Your instructions:
The answer must be a single number: how many lines below contain "見瀬五井線".
======== Records provided ========
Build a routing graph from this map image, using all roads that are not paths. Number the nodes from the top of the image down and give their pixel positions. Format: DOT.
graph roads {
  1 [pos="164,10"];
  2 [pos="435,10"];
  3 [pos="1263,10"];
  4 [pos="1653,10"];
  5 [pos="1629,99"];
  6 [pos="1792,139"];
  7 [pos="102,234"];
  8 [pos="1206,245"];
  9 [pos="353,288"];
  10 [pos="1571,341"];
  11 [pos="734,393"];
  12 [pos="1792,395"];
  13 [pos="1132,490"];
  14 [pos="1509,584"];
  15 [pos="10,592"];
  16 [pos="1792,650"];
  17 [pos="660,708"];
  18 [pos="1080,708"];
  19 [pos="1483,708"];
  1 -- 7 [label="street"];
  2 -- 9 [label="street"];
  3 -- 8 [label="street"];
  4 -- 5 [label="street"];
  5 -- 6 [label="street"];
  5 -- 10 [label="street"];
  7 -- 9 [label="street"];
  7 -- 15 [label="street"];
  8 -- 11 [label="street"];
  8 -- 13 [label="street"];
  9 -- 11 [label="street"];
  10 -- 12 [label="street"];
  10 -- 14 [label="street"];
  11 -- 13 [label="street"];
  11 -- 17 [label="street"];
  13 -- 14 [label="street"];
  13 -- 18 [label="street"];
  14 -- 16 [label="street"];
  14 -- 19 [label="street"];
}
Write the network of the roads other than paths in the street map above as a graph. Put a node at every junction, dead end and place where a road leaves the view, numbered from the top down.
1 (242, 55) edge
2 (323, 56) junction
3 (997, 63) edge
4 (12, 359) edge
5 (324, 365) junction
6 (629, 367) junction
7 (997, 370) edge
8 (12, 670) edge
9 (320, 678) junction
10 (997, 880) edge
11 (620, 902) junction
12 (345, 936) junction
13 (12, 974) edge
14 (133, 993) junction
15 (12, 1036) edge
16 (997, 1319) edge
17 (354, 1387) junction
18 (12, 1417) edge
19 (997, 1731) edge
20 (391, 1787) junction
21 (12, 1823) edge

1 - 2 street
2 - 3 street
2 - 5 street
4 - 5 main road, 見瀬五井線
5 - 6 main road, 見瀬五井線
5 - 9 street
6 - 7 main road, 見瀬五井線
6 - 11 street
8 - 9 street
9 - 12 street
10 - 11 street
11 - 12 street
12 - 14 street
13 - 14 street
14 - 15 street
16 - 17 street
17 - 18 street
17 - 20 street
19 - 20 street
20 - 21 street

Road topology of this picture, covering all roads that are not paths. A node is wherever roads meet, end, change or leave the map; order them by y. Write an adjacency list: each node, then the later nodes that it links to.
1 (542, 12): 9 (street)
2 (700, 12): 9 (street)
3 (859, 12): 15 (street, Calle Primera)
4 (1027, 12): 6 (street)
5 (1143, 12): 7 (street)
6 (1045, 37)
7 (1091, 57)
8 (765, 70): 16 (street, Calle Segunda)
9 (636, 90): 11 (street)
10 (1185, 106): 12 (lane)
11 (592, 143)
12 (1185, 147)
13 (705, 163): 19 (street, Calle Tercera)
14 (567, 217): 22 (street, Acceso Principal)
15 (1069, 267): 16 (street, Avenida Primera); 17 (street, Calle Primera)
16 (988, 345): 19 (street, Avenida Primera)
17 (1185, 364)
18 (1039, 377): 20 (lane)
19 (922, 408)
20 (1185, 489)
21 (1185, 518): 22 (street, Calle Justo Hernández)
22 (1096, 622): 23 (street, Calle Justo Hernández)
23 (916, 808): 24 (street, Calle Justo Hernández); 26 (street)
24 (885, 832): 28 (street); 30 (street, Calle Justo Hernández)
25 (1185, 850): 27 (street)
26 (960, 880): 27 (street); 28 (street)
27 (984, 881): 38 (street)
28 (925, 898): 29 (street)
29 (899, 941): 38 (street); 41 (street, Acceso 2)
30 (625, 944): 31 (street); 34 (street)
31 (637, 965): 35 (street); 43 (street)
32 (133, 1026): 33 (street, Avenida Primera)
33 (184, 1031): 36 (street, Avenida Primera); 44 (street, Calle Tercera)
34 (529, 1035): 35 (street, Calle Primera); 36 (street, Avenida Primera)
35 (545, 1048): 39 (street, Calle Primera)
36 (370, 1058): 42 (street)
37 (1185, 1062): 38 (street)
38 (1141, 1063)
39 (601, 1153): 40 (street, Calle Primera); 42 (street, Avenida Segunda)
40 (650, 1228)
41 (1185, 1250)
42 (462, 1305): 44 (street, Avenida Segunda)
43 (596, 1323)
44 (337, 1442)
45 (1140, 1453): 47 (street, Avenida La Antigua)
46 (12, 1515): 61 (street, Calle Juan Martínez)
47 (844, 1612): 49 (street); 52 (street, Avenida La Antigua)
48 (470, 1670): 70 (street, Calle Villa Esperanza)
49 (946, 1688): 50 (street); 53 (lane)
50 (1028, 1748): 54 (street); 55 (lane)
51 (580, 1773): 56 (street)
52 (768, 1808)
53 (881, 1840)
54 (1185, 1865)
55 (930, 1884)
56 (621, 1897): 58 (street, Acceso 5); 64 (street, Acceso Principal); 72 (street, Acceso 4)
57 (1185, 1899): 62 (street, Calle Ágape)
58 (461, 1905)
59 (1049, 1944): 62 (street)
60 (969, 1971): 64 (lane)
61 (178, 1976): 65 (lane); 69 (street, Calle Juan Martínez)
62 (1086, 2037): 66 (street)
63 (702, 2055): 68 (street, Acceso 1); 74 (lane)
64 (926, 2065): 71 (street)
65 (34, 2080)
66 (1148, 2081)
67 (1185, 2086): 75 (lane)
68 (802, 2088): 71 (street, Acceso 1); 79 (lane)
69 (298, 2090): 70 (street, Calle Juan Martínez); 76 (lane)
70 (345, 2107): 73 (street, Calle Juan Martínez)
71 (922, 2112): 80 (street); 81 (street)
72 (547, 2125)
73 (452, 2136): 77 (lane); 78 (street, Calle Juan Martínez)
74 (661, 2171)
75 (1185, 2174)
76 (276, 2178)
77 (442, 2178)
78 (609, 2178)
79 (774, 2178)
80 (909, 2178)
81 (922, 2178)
========
Solved problem:
3